Crowd Density Forecasting by Modeling Patch-based Dynamics (IEEE RA-L)

Ryo Yonetani
OMRON SINIC X
Published in
3 min readDec 21, 2020

We are excited to announce that our recent work on crowd density forecasting has been published in IEEE Robotics and Automation Letters!

Hiroaki Minoura, Ryo Yonetani, Mai Nishimura, and Yoshitaka Ushiku, “Crowd Density Forecasting by Modeling Patch-based Dynamics”, IEEE Robotics and Automation Letters, 2020 [IEEE Xplore] [YouTube]

This work has been done in collaboration with Hiroaki Minoura, an intern student from Machine Perception and Robotics Groups at Chubu University.

Background

Forecasting how people will move to control robots safely

Analyzing how people move in a physical environment is a fundamental task for various applications such as security and safe transportation. In the field of computer vision, researchers have actively been studying “trajectory forecasting”, a technique to predict how pedestrians will move based on their past trajectory in videos. Trajectory forecasting techniques could be useful for controlling mobile robots or autonomous vehicles while safely avoiding collisions with surrounding people, and will ultimately play a crucial role in the near future where people and robots live and work together.

From trajectory forecasting to crowd density forecasting

A typical approach to trajectory forecasting can be summarized as follows:

  1. Detect and track people in videos to generate their trajectory from the past to the present frames,
  2. Feed those trajectories to a forecasting model (e.g., LSTM) to predict future trajectories from the present to the future frames.

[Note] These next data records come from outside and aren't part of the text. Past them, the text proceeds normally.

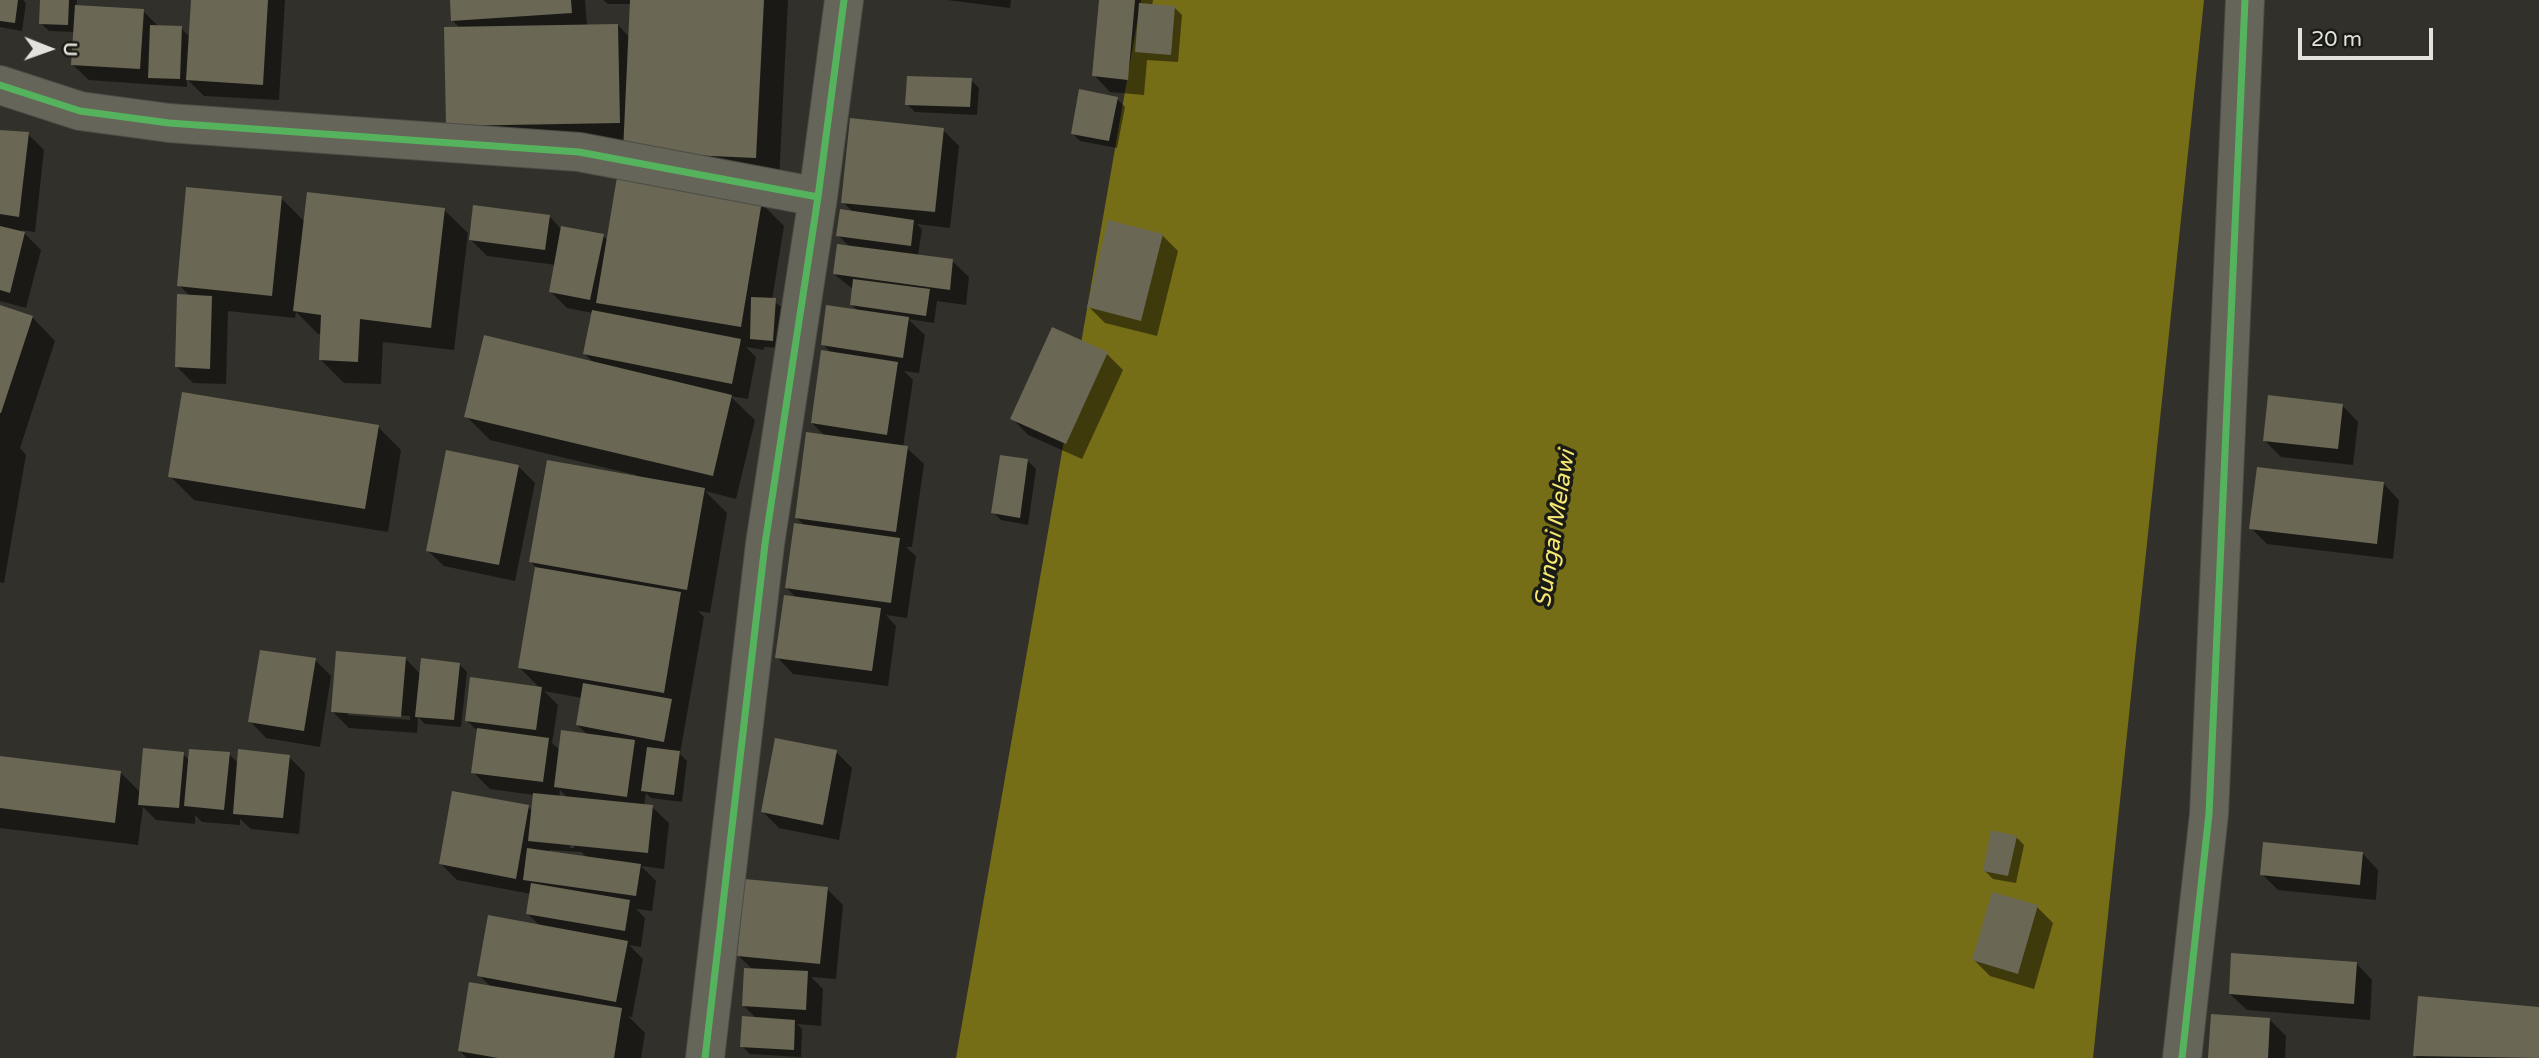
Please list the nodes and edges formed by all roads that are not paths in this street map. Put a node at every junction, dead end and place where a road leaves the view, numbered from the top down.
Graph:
1 (844, 0) edge
2 (2245, 0) edge
3 (0, 85) edge
4 (817, 197) junction
5 (705, 1058) edge
6 (2182, 1058) edge

1 - 4 street
2 - 6 street
3 - 4 street
4 - 5 street

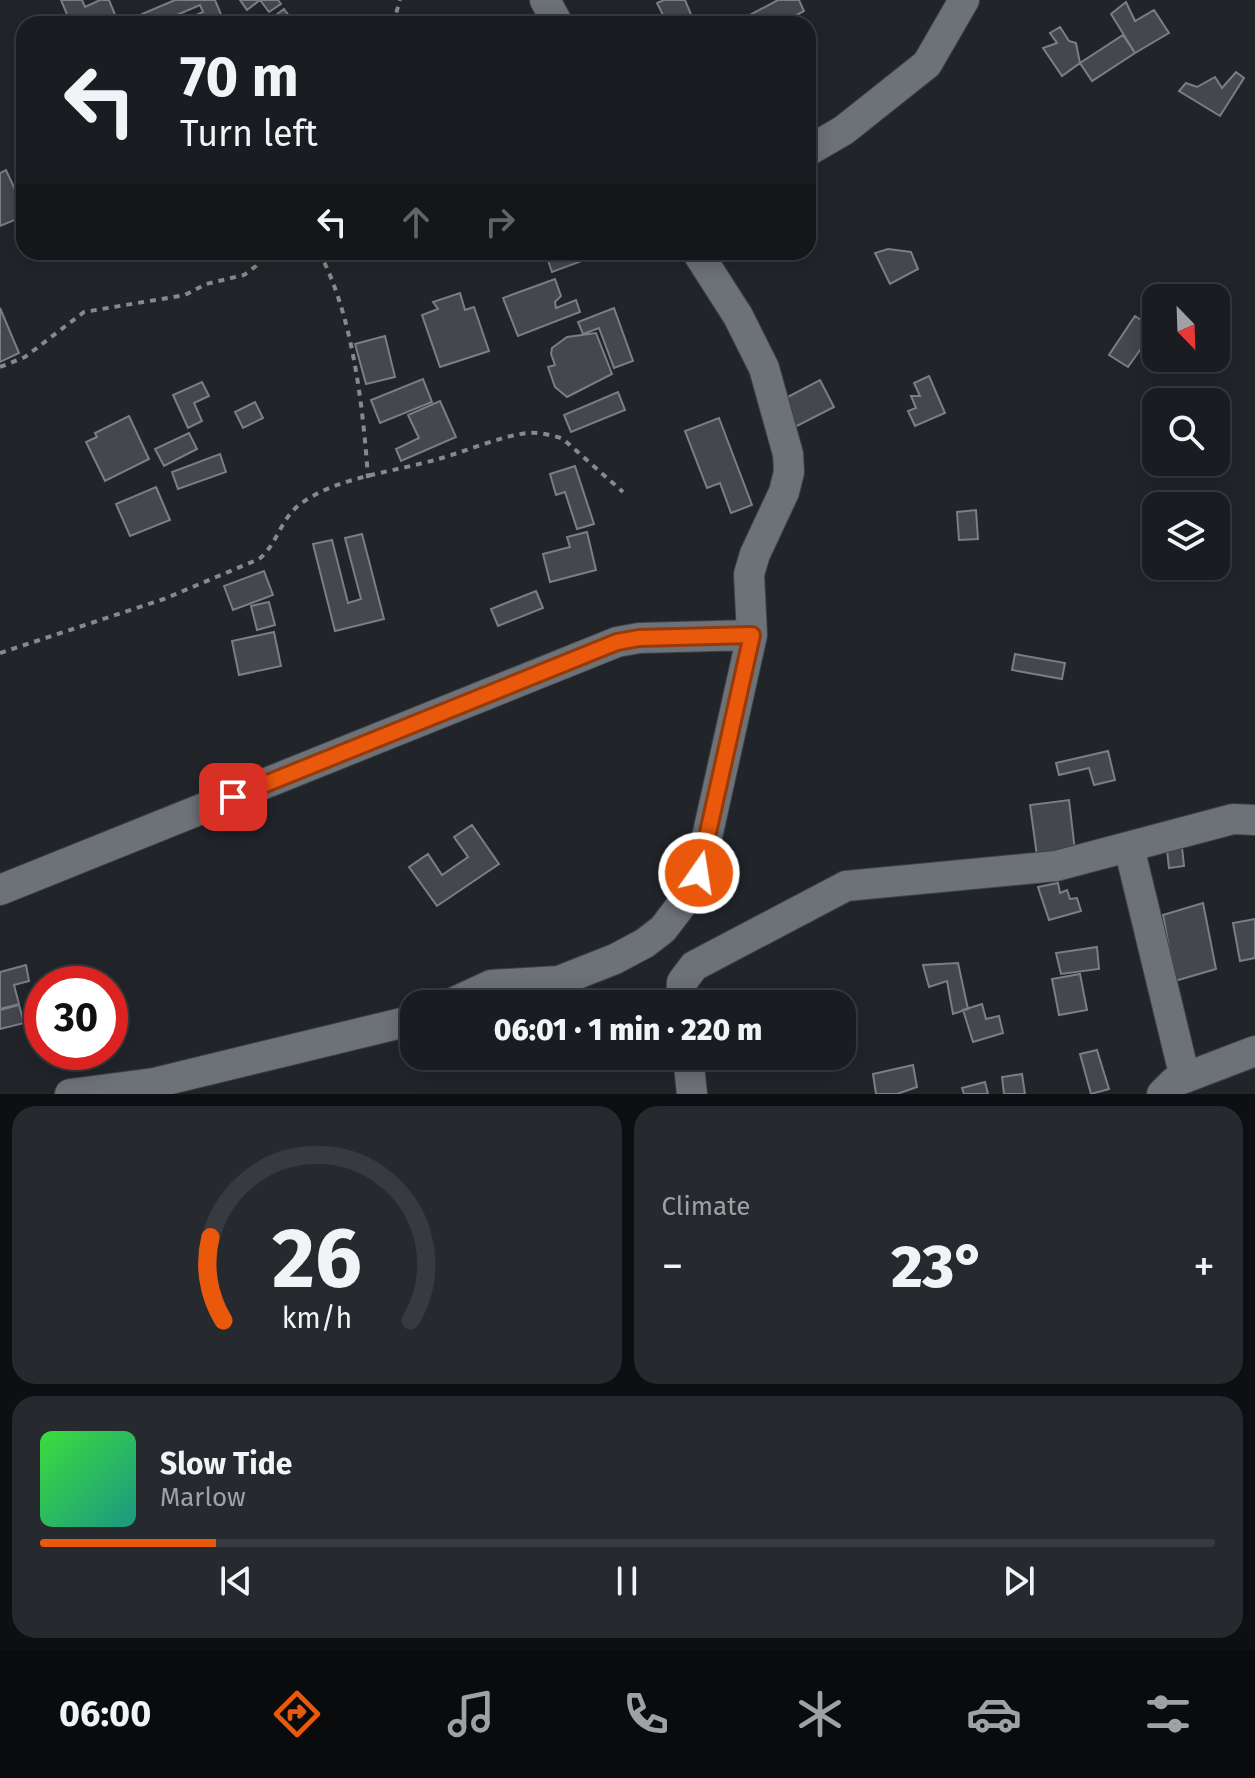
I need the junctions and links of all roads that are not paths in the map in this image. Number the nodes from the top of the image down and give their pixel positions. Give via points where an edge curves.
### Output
1 (964, 0) edge
2 (816, 146) edge
3 (702, 260) edge
4 (752, 635) junction
5 (1255, 820) edge
6 (1129, 847) junction
7 (0, 890) edge
8 (480, 990) edge
9 (682, 990) edge
10 (400, 1023) edge
11 (1255, 1051) edge
12 (689, 1070) edge
13 (1174, 1086) edge
14 (70, 1094) edge
15 (692, 1094) edge

1 - 2 street via 921,69
3 - 4 street via 764,368 788,454 784,492 749,574
4 - 7 street via 617,642
4 - 8 street via 699,873 663,929 575,976
5 - 6 street via 1233,819
6 - 9 street via 1056,866 846,886 694,966
6 - 13 street
10 - 14 street via 154,1083
11 - 13 street
12 - 15 street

With this approach, much recent work has particularly focused on how people move while interacting with others nearby or how environmental factors, such as roads and buildings, affect people’s trajectories. Importantly, these works require people detection and tracking to be accurate and stable. We argue that this requirement however prevents us from applying the existing trajectory forecasting methods to a crowded environment where people are often heavily occluding each other in videos.

Crowd density forecasting. From the crowd density maps extracted from past to present frames, we predict where will be crowded in the subsequent frames.

So we address a different problem: forecasting where will be crowded, rather than locations of every single person, in future video frames. In fact, accurate locational information is not necessarily required for applications, e.g., mobile robot navigation by forecasting future free spaces. As shown in the figure above, we train a spatio-temporal convolutional neural network receiving a history of crowd density maps extracted from the past to the present frames, in order to predict the subsequent maps for future frames. Doing so allows us to forecast future crowded regions while bypassing accurate pedestrian detection and tracking.

Proposed network architecture. Please refer to the paper for more details.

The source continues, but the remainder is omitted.